▸ **WORK ORDER**:
Search the data below for the string "Rocha" and copy all lines where it shows up.
### RECORDS TO PROCESS ###
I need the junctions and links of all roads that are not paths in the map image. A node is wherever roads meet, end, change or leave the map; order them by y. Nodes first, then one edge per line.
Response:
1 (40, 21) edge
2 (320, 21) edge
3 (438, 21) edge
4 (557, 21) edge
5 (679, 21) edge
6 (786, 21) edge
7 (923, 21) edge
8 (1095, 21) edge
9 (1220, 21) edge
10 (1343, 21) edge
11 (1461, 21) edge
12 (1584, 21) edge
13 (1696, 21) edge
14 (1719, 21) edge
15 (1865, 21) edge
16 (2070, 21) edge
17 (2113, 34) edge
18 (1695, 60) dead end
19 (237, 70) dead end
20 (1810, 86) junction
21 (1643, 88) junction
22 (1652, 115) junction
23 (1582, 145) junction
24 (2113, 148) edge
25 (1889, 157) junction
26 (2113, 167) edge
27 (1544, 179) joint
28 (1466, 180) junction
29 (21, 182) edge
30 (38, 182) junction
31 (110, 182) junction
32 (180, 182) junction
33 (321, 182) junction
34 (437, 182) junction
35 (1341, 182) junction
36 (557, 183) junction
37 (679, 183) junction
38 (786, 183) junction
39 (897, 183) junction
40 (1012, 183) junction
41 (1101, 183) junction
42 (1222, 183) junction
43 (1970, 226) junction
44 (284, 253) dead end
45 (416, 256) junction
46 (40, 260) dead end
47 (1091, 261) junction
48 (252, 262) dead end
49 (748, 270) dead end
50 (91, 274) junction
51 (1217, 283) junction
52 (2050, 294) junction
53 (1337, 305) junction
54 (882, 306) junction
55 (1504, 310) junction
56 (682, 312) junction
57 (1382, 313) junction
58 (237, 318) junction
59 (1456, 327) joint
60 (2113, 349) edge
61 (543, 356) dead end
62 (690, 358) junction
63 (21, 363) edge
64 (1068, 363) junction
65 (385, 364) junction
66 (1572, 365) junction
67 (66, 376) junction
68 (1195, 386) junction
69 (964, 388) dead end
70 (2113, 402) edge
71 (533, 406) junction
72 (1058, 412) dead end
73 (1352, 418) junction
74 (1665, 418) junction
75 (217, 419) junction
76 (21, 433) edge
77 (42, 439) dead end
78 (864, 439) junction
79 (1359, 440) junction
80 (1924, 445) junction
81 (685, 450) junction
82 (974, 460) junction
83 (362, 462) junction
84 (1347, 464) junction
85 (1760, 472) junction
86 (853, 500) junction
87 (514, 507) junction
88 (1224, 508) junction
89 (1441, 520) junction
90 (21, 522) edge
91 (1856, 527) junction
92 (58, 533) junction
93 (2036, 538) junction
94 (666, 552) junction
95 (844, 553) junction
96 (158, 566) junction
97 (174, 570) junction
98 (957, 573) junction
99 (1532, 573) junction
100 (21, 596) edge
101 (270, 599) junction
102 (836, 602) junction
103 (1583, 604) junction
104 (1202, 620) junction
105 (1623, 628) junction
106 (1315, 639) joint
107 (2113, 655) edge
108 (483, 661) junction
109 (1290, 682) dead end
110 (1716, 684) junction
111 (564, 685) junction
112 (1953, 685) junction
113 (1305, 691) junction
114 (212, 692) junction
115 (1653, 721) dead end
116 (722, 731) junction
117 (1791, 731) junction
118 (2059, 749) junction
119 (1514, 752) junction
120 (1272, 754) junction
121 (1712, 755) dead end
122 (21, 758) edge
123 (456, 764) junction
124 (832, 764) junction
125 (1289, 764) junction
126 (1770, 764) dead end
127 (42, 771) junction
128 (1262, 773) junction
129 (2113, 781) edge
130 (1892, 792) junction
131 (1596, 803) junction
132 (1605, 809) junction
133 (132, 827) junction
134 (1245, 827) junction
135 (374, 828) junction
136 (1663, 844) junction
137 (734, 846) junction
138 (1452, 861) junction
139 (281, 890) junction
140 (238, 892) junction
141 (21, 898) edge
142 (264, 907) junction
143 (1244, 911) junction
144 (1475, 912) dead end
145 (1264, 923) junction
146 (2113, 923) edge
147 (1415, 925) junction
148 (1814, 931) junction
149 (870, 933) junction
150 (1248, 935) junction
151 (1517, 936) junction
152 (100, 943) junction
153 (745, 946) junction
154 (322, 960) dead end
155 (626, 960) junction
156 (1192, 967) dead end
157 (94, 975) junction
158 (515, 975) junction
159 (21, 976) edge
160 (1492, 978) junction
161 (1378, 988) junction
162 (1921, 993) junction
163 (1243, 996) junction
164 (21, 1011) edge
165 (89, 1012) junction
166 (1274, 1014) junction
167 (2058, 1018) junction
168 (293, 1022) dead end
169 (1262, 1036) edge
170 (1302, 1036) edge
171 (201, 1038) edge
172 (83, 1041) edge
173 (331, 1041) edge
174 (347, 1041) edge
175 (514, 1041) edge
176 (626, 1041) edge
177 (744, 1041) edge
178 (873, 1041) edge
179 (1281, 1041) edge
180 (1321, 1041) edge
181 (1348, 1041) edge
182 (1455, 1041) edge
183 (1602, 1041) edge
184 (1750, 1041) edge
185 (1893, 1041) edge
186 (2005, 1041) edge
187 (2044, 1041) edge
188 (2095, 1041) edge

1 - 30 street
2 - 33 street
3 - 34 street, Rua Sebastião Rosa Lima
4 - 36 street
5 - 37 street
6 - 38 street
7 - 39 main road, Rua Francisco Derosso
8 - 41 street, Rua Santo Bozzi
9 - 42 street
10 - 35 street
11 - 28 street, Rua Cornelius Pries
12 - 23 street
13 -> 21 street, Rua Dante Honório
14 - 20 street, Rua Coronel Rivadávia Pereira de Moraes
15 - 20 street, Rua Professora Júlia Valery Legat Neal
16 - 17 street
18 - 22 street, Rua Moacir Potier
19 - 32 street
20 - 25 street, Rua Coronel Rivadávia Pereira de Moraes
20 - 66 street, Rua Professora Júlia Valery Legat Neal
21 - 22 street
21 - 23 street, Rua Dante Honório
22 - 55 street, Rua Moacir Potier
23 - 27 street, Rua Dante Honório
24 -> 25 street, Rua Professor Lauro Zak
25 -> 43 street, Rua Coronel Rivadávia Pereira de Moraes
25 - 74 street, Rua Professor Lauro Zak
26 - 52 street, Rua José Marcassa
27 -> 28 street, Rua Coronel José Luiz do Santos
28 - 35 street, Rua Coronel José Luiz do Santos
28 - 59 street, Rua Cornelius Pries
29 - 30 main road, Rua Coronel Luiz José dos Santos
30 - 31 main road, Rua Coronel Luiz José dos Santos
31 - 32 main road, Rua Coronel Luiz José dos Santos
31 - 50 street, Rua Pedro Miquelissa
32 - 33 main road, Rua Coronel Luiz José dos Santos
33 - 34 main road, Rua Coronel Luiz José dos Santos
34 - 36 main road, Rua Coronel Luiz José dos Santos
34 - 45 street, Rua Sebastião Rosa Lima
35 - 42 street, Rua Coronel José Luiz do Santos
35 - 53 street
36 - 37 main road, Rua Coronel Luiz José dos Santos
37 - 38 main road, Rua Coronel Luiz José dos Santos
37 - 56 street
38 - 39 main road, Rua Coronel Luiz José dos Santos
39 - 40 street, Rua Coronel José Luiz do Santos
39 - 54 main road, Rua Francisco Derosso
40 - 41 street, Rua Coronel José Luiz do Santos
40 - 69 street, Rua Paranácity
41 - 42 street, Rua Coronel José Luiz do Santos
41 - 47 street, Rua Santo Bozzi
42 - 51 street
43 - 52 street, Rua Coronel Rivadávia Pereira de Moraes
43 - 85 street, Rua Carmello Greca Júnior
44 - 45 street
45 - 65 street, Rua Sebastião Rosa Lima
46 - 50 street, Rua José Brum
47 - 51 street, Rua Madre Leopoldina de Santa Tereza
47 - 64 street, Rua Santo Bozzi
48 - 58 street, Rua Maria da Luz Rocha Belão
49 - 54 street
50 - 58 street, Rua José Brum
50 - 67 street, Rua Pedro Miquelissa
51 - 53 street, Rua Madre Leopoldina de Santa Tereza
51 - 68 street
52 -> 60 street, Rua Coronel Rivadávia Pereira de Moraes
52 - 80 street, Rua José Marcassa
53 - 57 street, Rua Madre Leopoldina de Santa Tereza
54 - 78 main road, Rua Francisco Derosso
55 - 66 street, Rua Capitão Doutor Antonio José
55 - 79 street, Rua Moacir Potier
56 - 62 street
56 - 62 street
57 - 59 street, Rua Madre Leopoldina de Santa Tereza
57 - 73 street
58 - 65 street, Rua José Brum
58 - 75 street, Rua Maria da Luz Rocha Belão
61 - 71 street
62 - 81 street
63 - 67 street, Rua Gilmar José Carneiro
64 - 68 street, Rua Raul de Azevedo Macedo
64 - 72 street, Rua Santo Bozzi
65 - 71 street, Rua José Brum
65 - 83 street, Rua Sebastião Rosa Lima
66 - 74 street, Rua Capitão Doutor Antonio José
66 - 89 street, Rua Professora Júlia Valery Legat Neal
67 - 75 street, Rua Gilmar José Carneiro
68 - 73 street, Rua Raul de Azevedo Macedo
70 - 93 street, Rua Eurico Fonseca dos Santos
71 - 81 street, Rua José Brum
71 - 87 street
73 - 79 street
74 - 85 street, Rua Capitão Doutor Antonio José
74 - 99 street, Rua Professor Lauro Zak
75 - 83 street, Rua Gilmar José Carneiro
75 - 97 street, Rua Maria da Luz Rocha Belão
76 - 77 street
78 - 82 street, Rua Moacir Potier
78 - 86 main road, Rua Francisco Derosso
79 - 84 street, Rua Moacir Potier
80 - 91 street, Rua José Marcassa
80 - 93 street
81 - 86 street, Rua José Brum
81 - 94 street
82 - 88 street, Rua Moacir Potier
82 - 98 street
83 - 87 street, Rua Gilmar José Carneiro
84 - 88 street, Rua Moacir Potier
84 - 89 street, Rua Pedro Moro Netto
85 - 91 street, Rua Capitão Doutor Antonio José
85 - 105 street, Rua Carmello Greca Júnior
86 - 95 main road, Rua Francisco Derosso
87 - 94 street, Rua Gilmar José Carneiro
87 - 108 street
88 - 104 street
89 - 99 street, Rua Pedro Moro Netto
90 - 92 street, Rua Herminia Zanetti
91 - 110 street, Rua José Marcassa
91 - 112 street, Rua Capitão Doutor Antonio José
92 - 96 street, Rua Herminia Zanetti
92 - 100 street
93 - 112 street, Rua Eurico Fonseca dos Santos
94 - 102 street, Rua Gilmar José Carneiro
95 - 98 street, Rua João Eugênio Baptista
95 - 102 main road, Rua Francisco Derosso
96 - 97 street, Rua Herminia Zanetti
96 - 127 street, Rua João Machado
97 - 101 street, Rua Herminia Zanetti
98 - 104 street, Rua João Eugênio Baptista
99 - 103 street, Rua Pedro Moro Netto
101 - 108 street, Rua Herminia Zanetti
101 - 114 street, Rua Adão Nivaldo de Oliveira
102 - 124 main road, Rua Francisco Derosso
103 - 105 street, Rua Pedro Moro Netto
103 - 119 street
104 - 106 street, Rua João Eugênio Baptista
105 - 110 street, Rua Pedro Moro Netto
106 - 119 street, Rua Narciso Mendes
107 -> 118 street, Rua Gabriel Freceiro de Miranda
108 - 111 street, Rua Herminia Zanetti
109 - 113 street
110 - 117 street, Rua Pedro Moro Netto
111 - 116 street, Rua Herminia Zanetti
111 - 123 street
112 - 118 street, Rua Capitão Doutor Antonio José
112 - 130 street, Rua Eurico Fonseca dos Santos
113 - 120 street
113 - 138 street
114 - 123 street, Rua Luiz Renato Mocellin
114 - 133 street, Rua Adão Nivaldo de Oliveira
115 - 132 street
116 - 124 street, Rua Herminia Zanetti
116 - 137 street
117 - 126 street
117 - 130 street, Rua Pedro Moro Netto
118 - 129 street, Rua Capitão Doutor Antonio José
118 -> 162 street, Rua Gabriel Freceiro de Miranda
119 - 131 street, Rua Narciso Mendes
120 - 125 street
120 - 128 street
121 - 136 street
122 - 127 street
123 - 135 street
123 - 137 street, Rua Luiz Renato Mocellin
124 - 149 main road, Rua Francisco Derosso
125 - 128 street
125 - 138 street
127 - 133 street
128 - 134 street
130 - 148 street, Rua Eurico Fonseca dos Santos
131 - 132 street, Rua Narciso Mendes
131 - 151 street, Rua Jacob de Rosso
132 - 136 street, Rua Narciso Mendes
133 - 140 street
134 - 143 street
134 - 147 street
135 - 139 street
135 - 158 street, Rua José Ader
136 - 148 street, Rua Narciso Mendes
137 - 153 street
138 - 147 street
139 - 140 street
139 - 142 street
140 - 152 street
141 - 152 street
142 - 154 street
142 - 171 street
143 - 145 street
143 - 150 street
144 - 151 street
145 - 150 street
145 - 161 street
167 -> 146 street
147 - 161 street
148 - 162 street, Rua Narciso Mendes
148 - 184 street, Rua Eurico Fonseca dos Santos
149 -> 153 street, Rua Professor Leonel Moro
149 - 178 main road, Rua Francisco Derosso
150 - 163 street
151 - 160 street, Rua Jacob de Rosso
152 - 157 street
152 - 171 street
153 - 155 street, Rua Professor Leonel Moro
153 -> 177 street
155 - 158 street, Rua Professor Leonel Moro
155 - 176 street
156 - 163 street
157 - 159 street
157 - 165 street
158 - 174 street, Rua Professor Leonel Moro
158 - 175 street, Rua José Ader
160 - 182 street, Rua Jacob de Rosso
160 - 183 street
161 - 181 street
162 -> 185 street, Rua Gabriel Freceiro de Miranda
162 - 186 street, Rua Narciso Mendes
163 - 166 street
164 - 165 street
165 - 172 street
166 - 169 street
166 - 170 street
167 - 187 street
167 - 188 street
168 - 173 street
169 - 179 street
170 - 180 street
###
▸ **FINISHED EXERCISE**:
48 - 58 street, Rua Maria da Luz Rocha Belão
58 - 75 street, Rua Maria da Luz Rocha Belão
75 - 97 street, Rua Maria da Luz Rocha Belão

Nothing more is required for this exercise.